Матери, которые любят слишком сильно
«Люби того, кого любишь, умеренно, — ведь может случиться, что однажды он станет тем, кого ты возненавидишь.
И ненавидь того, кого ненавидишь, умеренно, — ведь может случиться, что однажды он станет тем, кого ты полюбишь.»
(ат-Тирмизи, «Благонравие», 59)
Из чемодана отца исчезали пачки сигарет — мать знала, что это он их брал. Она понимала и то, что в те дни, когда сын выходил из дома, говоря, что идёт в школу, а возвращался с мокрым купальником в рюкзаке, он просто прогуливал занятия. Когда сестрёнка, которой запрещалось играть на улице, вот-вот могла попасться на глаза отцу, мать успевала вовремя втащить её в дом, умыть, посадить за игру в куклы, заранее приготовленную в углу дивана. Так же, как скрывались шалости мальчика, покрывались и её собственные маленькие хитрости. Она так сильно любила своих детей, что не могла вынести слёз в их глазах — стоило им хоть немного загрустить, как она бросала все дела и начинала с ними играть. В глубине души она сама оставалась ребёнком.

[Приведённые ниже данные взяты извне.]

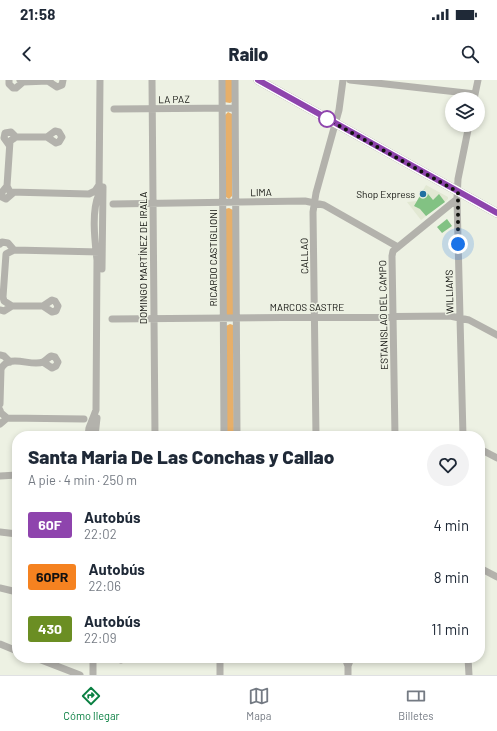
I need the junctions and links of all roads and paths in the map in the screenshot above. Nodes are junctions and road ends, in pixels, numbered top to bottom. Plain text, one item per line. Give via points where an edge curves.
1 (9, 80) edge
2 (63, 80) edge
3 (100, 80) edge
4 (105, 80) edge
5 (152, 80) edge
6 (222, 80) edge
7 (235, 80) edge
8 (258, 80) edge
9 (343, 80) edge
10 (350, 80) edge
11 (478, 80) edge
12 (21, 81) edge
13 (49, 81) edge
14 (475, 92) edge
15 (445, 93) edge
16 (222, 108) junction
17 (235, 108) junction
18 (114, 109) dead end
19 (152, 109) junction
20 (336, 124) junction
21 (468, 132) edge
22 (47, 137) dead end
23 (99, 185) junction
24 (89, 194) junction
25 (101, 194) junction
26 (457, 196) junction
27 (95, 202) junction
28 (236, 202) junction
29 (223, 203) junction
30 (315, 203) junction
31 (113, 204) dead end
32 (152, 204) junction
33 (497, 213) edge
34 (0, 244) edge
35 (398, 246) junction
36 (0, 250) edge
37 (14, 250) junction
38 (99, 252) junction
39 (5, 258) junction
40 (1, 298) edge
41 (12, 306) junction
42 (43, 306) dead end
43 (0, 310) edge
44 (393, 316) junction
45 (314, 317) junction
46 (223, 318) junction
47 (237, 318) junction
48 (460, 318) junction
49 (153, 319) junction
50 (112, 320) dead end
51 (497, 335) edge
52 (0, 355) edge
53 (10, 362) junction
54 (43, 362) dead end
55 (1, 368) edge
56 (0, 404) edge
57 (0, 410) edge
58 (96, 410) junction
59 (7, 418) junction
60 (84, 419) junction
61 (0, 424) edge
62 (89, 428) junction
63 (89, 431) edge
64 (95, 431) edge
65 (155, 431) edge
66 (224, 431) edge
67 (238, 431) edge
68 (316, 431) edge
69 (395, 431) edge
70 (463, 431) edge
71 (485, 452) edge
72 (497, 458) edge
73 (2, 473) edge
74 (12, 474) edge
75 (0, 533) edge
76 (12, 534) edge
77 (485, 571) edge
78 (497, 577) edge
79 (0, 588) edge
80 (12, 591) edge
81 (0, 644) edge
82 (12, 649) edge
83 (49, 663) edge
84 (89, 663) edge
85 (93, 663) edge
86 (220, 663) edge
87 (347, 663) edge
88 (349, 663) edge
89 (468, 663) edge
90 (348, 666) junction
91 (90, 674) edge
92 (80, 675) edge
93 (220, 675) edge
94 (348, 675) edge
95 (469, 675) edge

1 - 12 street via 13,88
2 - 13 street via 62,85 57,87
3 - 23 street
4 - 25 street
5 - 19 street, DOMINGO MARTÍNEZ DE IRALA
6 - 16 street, RICARDO CASTIGLIONI
7 - 17 street
8 - 20 main road
9 - 20 street, CALLAO
10 - 15 street
11 - 14 street
12 - 13 street
16 - 17 street, LA PAZ
16 - 19 street, LA PAZ
16 - 29 street, RICARDO CASTIGLIONI
17 - 28 street
18 - 19 street, LA PAZ
19 - 32 street, DOMINGO MARTÍNEZ DE IRALA
20 - 26 main road
20 - 30 street, CALLAO
21 - 26 street, WILLIAMS
22 - 24 street via 16,137 10,141 7,186 2,196 6,199 13,193
23 - 24 street
23 - 25 street
24 - 27 street
25 - 27 street
25 - 38 street
26 - 33 main road
26 - 35 street
26 - 48 street, WILLIAMS
27 - 38 street
28 - 29 street, LIMA
28 - 30 street, LIMA
28 - 47 street
29 - 32 street, LIMA
29 - 46 street, RICARDO CASTIGLIONI
30 - 35 street, LIMA via 324,205
30 - 45 street, CALLAO
31 - 32 street, LIMA
32 - 49 street, DOMINGO MARTÍNEZ DE IRALA
34 - 37 street via 8,243
35 - 44 street, ESTANISLAO DEL CAMPO via 392,256
36 - 39 street
37 - 38 street
37 - 39 street via 6,254
38 - 58 street
38 - 64 street via 101,408
39 - 40 street
40 - 41 street
41 - 42 street
41 - 43 street via 4,311
44 - 45 street, MARCOS SASTRE
44 - 48 street, MARCOS SASTRE
44 - 69 street, ESTANISLAO DEL CAMPO
45 - 47 street, MARCOS SASTRE
45 - 68 street, CALLAO
46 - 47 street, MARCOS SASTRE
46 - 49 street, MARCOS SASTRE
46 - 66 street, RICARDO CASTIGLIONI
47 - 67 street
48 - 51 street, MARCOS SASTRE
48 - 70 street, WILLIAMS
49 - 50 street, MARCOS SASTRE
49 - 65 street, DOMINGO MARTÍNEZ DE IRALA
52 - 53 street
53 - 54 street
53 - 55 street
55 - 56 street
57 - 59 street
58 - 60 street
58 - 62 street
59 - 60 street
59 - 61 street
60 - 62 street
62 - 63 street
71 - 72 street
73 - 74 street
75 - 76 street
77 - 78 street
79 - 80 street
81 - 82 street
83 - 92 street
84 - 91 street
85 - 91 street
86 - 93 street
87 - 90 street
88 - 90 street
89 - 95 street
90 - 94 street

Но несмотря на всю эту заботу, иногда шалости детей становились явными, и тогда отец начинал бушевать. И вот тогда — мать, до того похожая на игривого воробья, превращалась в орлицу, раскидывала крылья и вставала между отцом и детьми. В этом было, конечно, немало вины отца, ведь единственный способ воспитания, который он знал, — это насилие.
Отец в этом доме всегда был одинок. Он чувствовал за собой некую завесу тайны, никому и ничему не доверял до конца. Всё время искал подвох, но чаще всего узнавал о случившемся уже постфактум — и тогда приходил в ярость, срывая злость без разбора. Больше всех доставалось сыну, но и дочь страдала не меньше — быть свидетелем насилия, которое нельзя остановить, ранит сильнее, чем самому его испытать. Отношения в доме давно запутались в узел. Уже невозможно было понять, кто кого провоцировал, что было причиной, а что следствием. Строгость отца толкала их на хитрости или, может, чем больше они хитрили, тем жестче становился отец — теперь этого никто не мог различить. Беспомощность взрослых, чрезмерная любовь матерей и бессмысленная ярость отцов лишь усугубляли страдания детей, превращённых в заложников этих неумелых отношений.
Так или иначе, дети выросли. Учились плохо, но всё же нашли работу, устроили свою жизнь. Отец остался на самой окраине их мира и всё больше замолкал. Теперь уже дети постоянно спорили и кричали друг на друга. Мать, всю жизнь посвятившая им, была в замешательстве: она столько страдала ради их счастья, а они не только не были счастливы — они не ценили её стараний, и, что хуже всего, не уважали её.
Эта правда ранила не только мать, но и самих детей. Они поняли, что быть чрезмерно любимыми — всё равно что есть до тошноты. Мать, пытавшаяся компенсировать собственную слабость гиперопекой, так и не получила ни от мужа, ни от детей той заботы, на которую надеялась. Слишком защищённые, дети не могли повзрослеть и ненавидели себя за собственную беспомощность, но признать, что виновата мать, было невыносимо — поэтому всю злость и разочарование они обращали на самих себя.
Мать была растеряна. Она винила себя, думала, что любила их недостаточно, и пыталась сделать ещё больше. Её границы полностью исчезли. Теперь она оправдывала любую эгоистичность, бессмысленные ссоры и грубые требования своих уже взрослых детей. Она приняла страдание как священный долг. И в итоге — вместе с детьми рухнула в пропасть.
Отец даже не вышел из своей комнаты.